Work to complete:
Determine how many lines of the material below contain "Boules". Report only that figure.

Data extracts:
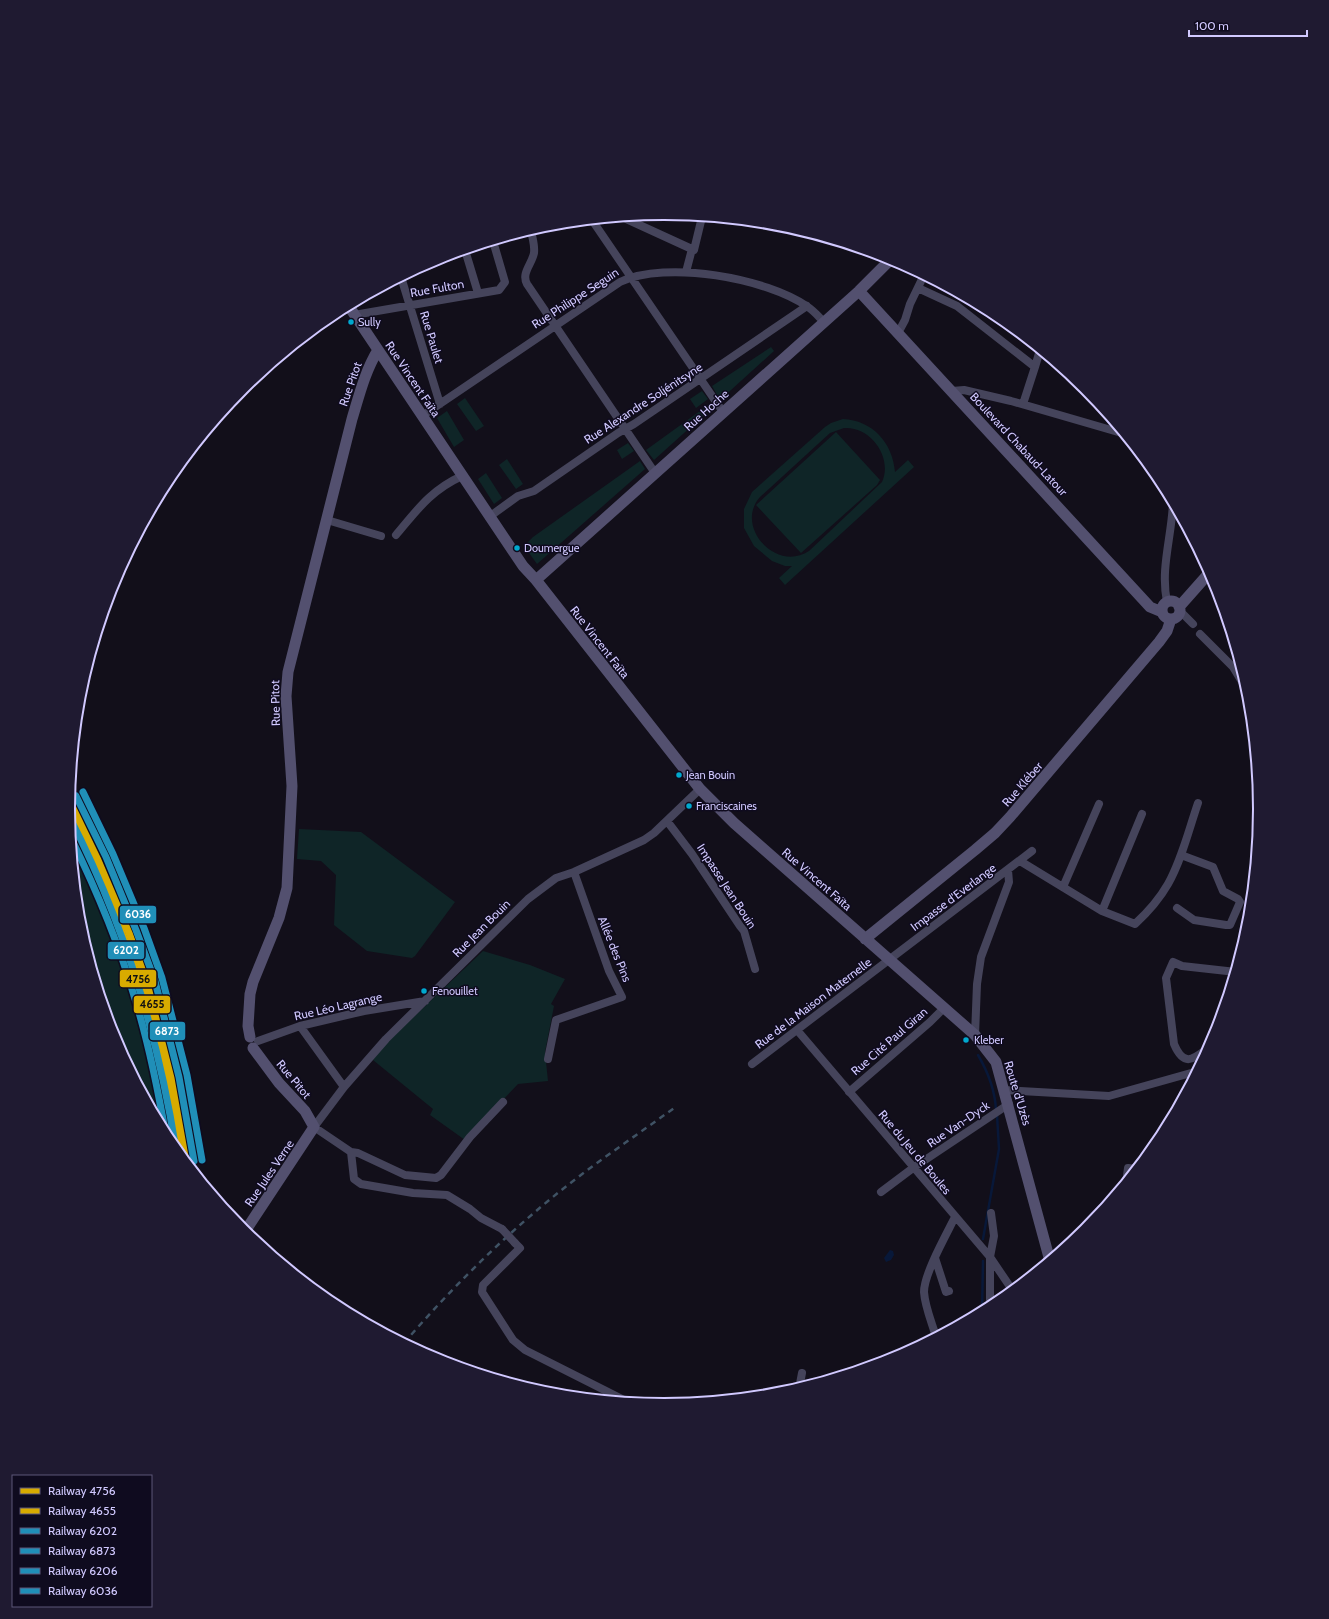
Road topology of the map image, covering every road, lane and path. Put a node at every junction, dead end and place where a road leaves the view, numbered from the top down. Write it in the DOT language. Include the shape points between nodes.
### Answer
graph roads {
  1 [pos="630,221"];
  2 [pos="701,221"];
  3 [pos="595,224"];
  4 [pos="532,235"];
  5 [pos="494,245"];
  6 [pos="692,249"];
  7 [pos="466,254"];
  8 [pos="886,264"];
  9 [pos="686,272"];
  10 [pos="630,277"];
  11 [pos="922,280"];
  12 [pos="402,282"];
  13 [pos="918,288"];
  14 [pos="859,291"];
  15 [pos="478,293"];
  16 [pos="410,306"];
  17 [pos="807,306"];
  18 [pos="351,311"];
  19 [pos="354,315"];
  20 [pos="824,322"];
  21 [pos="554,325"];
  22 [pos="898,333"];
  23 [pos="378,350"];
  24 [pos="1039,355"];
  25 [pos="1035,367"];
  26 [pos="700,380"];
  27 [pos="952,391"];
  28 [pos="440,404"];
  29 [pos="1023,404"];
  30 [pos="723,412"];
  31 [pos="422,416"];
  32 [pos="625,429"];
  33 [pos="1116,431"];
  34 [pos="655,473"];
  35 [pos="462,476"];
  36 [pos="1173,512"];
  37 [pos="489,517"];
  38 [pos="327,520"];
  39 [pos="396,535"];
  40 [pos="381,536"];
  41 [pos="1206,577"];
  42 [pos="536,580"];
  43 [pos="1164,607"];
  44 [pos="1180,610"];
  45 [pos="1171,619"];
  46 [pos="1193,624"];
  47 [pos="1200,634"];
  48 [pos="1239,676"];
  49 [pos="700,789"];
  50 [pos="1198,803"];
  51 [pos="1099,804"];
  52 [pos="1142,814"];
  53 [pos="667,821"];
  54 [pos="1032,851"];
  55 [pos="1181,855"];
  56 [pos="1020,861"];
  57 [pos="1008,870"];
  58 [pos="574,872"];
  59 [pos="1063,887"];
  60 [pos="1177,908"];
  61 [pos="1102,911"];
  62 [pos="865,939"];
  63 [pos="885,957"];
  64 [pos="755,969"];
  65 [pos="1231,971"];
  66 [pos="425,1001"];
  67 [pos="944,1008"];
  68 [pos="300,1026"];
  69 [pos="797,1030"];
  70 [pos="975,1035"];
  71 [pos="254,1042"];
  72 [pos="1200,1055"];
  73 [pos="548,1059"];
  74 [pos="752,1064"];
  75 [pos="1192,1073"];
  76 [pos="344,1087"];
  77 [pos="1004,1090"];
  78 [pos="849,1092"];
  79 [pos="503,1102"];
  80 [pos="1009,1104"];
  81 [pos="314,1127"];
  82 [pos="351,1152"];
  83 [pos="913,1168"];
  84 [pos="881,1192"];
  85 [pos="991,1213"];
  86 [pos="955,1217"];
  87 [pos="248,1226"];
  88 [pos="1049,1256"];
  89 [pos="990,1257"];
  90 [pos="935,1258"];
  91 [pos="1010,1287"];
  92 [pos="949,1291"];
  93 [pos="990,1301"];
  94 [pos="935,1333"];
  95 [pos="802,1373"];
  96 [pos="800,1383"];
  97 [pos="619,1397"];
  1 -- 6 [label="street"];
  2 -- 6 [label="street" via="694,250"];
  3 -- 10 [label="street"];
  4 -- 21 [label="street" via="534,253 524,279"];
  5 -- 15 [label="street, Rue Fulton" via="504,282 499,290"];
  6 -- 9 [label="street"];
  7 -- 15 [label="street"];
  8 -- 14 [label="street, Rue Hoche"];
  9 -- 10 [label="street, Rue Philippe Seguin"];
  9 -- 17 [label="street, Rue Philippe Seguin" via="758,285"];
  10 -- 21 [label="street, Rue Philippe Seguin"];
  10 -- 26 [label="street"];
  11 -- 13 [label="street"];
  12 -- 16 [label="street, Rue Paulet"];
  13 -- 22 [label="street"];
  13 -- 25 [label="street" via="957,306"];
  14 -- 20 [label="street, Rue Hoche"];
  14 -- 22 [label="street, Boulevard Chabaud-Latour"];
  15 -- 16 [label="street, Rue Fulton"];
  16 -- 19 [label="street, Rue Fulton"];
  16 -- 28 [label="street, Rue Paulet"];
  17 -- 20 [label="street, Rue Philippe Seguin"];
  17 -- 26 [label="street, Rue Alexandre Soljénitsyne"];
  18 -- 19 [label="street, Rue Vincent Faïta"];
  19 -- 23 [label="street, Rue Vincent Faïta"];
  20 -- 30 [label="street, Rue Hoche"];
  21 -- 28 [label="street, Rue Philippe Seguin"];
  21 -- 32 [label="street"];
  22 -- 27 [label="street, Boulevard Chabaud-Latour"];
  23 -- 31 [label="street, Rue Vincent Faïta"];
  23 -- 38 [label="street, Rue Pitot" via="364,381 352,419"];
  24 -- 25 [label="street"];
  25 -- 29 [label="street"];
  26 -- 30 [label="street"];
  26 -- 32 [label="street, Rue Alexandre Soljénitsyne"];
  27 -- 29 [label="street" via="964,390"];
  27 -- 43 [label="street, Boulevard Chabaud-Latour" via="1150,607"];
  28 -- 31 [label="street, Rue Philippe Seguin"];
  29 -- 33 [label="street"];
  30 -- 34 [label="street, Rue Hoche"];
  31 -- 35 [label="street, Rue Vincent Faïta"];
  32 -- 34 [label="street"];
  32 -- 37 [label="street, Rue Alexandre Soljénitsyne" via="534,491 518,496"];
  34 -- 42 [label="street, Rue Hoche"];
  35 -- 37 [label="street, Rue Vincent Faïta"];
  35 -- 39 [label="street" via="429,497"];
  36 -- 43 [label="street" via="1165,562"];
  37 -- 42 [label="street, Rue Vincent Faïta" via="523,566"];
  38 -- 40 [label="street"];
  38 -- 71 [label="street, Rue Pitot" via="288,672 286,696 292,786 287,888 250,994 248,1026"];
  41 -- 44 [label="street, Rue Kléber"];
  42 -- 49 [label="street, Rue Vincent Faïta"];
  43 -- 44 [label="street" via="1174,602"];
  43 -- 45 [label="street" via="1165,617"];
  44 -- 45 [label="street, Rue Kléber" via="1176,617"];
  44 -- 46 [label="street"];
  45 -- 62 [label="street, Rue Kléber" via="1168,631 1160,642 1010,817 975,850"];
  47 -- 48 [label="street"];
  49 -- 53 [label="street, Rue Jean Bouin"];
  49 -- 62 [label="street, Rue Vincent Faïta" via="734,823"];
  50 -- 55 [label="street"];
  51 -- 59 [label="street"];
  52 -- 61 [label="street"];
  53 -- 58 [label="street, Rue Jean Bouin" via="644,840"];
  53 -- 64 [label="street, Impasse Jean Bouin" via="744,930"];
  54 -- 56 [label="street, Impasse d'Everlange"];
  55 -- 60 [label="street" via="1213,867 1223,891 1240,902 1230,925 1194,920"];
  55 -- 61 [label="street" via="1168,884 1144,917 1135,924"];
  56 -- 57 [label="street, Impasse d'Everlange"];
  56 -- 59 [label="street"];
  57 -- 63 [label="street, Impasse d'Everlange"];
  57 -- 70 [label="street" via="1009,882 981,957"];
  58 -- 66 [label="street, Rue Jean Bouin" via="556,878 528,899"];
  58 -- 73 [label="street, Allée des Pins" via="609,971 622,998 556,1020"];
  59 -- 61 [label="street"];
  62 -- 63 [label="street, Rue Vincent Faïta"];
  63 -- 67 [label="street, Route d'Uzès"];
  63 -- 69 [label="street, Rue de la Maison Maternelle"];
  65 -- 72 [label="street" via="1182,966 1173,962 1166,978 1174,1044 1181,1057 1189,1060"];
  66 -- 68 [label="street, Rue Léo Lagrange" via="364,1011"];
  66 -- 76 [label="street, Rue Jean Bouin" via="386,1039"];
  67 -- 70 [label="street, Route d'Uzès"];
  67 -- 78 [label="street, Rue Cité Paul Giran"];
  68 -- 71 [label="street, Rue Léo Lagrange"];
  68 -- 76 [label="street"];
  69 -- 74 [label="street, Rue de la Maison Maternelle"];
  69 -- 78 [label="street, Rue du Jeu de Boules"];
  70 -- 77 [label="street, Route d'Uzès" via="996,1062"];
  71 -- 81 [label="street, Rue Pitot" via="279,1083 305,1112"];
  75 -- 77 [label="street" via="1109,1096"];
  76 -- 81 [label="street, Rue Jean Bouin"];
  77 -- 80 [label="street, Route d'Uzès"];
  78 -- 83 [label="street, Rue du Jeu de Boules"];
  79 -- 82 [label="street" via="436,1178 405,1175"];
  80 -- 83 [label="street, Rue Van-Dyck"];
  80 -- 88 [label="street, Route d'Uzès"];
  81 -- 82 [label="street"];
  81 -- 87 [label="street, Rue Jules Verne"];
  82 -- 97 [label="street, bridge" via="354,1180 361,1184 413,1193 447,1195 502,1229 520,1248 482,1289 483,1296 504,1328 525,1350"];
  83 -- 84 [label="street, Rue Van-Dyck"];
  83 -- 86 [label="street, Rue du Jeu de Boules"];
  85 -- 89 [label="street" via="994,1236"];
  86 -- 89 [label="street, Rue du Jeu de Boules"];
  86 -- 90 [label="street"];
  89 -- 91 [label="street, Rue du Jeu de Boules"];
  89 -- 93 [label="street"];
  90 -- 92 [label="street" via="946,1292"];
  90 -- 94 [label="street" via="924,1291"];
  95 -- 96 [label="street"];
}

Written answer:
5